Il ticchettio del suo orologio ormai era morto.
Non si sentiva così in colpa da quando in un moto di rabbia a sei anni aveva graffiato con una forchetta il braccio di sua sorella.
Era stato lui ad uccidere il braccialetto che segnava l’orario: cadde dalle scale del secondo piano della scuola, durante la ricreazione. Cadde, e i pezzi di vetro, anche se pochi e microscopici, si sparpagliarono ovunque. Forse era per questo che si ritrovò la maglietta con una decina di buchi a forma di formica. La gente attorno a lui non fece nulla; semplicemente badava di non guardare la scena. L’unica e speciale persona che si preoccupò di aiutare Alessandro fu Margherita (ovviamente). Lo alzò e andò a prendere una scopa per ripulire il pavimento. In teoria avrebbe dovuto essere compito del colpevole, ma lui era intento a curarsi le ferite alla testa e alla schiena, in compagnia della bidella.

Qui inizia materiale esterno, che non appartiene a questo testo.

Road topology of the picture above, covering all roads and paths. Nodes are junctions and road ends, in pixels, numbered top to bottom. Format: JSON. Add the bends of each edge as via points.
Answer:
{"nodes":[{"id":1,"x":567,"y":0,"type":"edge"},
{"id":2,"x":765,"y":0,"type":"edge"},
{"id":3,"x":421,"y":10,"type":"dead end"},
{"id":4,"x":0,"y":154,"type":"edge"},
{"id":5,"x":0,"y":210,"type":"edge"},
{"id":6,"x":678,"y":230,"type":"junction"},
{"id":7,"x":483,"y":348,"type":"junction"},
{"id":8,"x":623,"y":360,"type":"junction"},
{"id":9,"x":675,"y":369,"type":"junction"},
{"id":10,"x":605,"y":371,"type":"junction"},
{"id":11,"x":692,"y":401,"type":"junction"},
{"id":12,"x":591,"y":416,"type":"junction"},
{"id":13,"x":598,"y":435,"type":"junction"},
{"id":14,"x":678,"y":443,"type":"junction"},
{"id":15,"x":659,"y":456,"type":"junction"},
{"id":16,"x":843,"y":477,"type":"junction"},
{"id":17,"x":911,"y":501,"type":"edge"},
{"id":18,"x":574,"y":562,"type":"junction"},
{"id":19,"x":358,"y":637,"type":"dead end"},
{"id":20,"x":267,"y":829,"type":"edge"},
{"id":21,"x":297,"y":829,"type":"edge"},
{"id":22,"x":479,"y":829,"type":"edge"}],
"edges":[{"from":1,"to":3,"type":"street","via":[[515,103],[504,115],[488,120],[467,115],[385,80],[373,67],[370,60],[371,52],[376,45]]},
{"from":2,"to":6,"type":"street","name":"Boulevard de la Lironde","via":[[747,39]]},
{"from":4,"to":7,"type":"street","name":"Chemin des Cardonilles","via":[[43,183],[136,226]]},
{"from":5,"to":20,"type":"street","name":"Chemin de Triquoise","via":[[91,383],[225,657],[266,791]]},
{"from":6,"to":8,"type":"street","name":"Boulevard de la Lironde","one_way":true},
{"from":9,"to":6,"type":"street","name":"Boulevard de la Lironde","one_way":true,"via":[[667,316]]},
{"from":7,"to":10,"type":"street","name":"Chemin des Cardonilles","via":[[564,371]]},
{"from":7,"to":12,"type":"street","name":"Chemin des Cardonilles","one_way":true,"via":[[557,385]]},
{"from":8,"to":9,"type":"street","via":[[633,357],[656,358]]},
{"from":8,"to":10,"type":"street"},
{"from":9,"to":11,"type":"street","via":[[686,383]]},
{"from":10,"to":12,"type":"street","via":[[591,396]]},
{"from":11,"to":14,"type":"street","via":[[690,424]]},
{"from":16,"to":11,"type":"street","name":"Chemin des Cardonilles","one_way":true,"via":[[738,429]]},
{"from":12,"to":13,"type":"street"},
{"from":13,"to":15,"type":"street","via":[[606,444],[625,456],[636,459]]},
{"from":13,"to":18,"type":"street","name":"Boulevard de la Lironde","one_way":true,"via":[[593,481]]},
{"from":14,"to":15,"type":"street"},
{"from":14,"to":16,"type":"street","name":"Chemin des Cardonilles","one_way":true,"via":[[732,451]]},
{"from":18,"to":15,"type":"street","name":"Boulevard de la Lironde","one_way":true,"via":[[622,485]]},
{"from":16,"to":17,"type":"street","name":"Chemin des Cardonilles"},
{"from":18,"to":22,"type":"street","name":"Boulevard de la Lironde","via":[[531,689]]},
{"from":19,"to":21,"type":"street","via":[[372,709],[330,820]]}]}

“Ora siamo a due orologi non funzionanti in questa scuola” pensò, mentre la sua guancia graffiata bruciava come un incendio forestale.
<<Dovrai dire quello che è successo alla professore di turno della tua classe>> la collaboratrice scolastica (così voleva essere chiamata) cercava, con scarso successo, di trattenere le risate. Anche Margherita stava ridendo, e Alessandro fece una smorfia al pensiero della scena che sarebbe accaduta tra qualche minuto, e alla conseguente preda che ne faranno i suoi compagni ilari. Ma, dopo quello che era successo all’inizio della ricreazione, lui stesso credeva nel cambiamento di qualcosa nel rapporto con la classe. Infatti, quando era uscito dal bagno del secondo piano (una manciata di secondi prima della sua caduta dalle scale) un ragazzo, un suo compagno, gli diede una stretta di mano amichevole, insieme a un “grande bro” enfatizzato a dovere.
Cosa fosse accaduto dopo che Chiara (la sua cotta) aveva dato fuoco alla sua povera poesia d’amore, non lo sapeva nemmeno lui. Anzi, anzi. Se lo ricordava benissimo, siccome fu il momento più sconvolgente della sua vita.
Il fumo si era diffuso per tutta l’aula, annebbiando e oscurando l’aria. Alessandro aveva cominciato a piangere, consapevole del fatto che era stato rifiutato. E invece no, perché, con gli occhi chiusi, sentì una mano che lo prese per la felpa e che diresse la sua faccia verso qualcosa. Percepì delle labbra contro le sue, e l’altra mano, quella che non era attaccata alla felpa, gli accarezzò le lacrime che intanto scorrevano; ma questa volta erano di gioia e non di amarezza, poiché sapeva che in quella persona trovava il suo posto la causa del fumo che stava
respirando. Nel frattempo tutti erano andati nel panico, tranne alcuni la quale avevano aperto le finestre per pulire l’aria.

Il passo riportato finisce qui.